Sherrod, whose total mileage covering the Pacific war had reached 115,000 after Tarawa, had been amazed at the home-front attitude about what he called “the finest victory U.S. troops had won in this war.” Although the operation had not been perfectly planned or executed, as was the case in any military operation, by all the rules concerning amphibious warfare, the Marines should have suffered far more casualties than the Japanese. “Yet, for every Marine who was killed more than four Japs died—four of the best troops the Emperor had,” he said. “Looking at the defenses of Beito, it was no wonder our colonels could say: ‘With two battalions of Marines I could have held this island until hell froze over.’”
Sherrod was intensely aware of a major problem of World War II: the inadequate job done by America’s press in explaining war’s hard facts, which led Americans to expect an “easy war.” So Sherrod did the warning. The struggle to defeat the Japanese might well take years, he said, and American fighting men would suffer heavy losses “time and time again before we achieve the final victory.”

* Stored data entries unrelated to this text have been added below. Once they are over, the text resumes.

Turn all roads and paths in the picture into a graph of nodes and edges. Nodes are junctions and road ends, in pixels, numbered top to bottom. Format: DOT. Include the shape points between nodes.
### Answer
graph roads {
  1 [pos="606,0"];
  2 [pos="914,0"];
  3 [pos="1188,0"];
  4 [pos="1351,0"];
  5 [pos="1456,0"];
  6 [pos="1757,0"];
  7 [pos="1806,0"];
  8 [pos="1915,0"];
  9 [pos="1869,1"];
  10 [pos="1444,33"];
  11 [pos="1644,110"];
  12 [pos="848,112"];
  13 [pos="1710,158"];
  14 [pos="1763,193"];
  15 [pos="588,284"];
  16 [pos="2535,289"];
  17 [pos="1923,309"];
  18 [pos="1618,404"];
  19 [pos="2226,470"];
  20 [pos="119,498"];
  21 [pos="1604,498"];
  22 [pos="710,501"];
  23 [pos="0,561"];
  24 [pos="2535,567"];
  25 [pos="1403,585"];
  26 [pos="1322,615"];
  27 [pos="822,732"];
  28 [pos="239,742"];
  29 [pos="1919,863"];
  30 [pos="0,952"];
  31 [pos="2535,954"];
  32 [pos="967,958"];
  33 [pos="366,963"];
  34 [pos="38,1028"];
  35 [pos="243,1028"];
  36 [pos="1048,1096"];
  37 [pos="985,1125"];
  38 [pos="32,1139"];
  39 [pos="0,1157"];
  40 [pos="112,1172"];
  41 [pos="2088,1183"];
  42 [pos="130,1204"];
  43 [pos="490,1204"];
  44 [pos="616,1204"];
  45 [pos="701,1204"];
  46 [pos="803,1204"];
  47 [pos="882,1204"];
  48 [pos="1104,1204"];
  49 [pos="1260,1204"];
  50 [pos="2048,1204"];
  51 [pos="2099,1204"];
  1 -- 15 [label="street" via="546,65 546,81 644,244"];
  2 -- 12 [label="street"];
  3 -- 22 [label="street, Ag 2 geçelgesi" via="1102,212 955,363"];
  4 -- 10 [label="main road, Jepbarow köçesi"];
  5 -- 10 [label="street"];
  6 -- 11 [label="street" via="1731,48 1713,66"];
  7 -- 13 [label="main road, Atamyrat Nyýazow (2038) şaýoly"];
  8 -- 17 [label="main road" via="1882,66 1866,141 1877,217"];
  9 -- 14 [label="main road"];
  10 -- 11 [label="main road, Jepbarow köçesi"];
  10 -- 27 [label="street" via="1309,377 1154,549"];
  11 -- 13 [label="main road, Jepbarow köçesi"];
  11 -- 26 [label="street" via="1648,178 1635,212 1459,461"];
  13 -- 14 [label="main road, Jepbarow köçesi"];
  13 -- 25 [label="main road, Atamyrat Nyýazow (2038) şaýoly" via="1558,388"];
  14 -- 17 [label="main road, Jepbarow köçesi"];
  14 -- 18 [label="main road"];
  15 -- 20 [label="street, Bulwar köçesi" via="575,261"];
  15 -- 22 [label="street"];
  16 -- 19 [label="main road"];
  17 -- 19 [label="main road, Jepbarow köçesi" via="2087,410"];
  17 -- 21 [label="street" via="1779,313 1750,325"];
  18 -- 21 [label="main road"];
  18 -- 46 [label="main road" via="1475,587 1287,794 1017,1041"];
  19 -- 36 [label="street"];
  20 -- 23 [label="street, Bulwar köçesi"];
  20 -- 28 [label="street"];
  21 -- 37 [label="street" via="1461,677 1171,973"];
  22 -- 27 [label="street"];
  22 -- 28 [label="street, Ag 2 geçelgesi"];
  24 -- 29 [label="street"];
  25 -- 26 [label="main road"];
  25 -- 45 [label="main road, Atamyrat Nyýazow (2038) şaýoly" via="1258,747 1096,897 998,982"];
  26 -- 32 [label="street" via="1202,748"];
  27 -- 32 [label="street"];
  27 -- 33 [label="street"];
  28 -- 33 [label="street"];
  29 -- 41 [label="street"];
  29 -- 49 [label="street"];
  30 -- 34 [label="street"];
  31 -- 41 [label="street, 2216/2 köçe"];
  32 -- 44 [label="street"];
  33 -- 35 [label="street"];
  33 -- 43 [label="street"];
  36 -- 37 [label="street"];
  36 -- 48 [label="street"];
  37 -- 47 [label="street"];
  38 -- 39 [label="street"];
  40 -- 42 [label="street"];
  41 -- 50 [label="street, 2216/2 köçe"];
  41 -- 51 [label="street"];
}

In his book, Tarawa: The Story of a Battle, released in 1943 and a bestseller, Sherrod recalled a conversation with a bomber pilot after returning from the Pacific who had told his mother what the war was really like and how long it would take to finish the job. The woman sat down and cried after hearing her son’s report. Sherrod also wanted to impress on the American public the cruel and inescapable facts that no amount of bombing and shelling could prevent the necessity of sending in foot soldiers to finish a job. “The corollary was this: there is no easy way to win the war; there is no panacea which will prevent men from getting killed,” Sherrod said, adding that to deprecate the Tarawa victory would “defame the memory of the gallant men who lost their lives achieving it.”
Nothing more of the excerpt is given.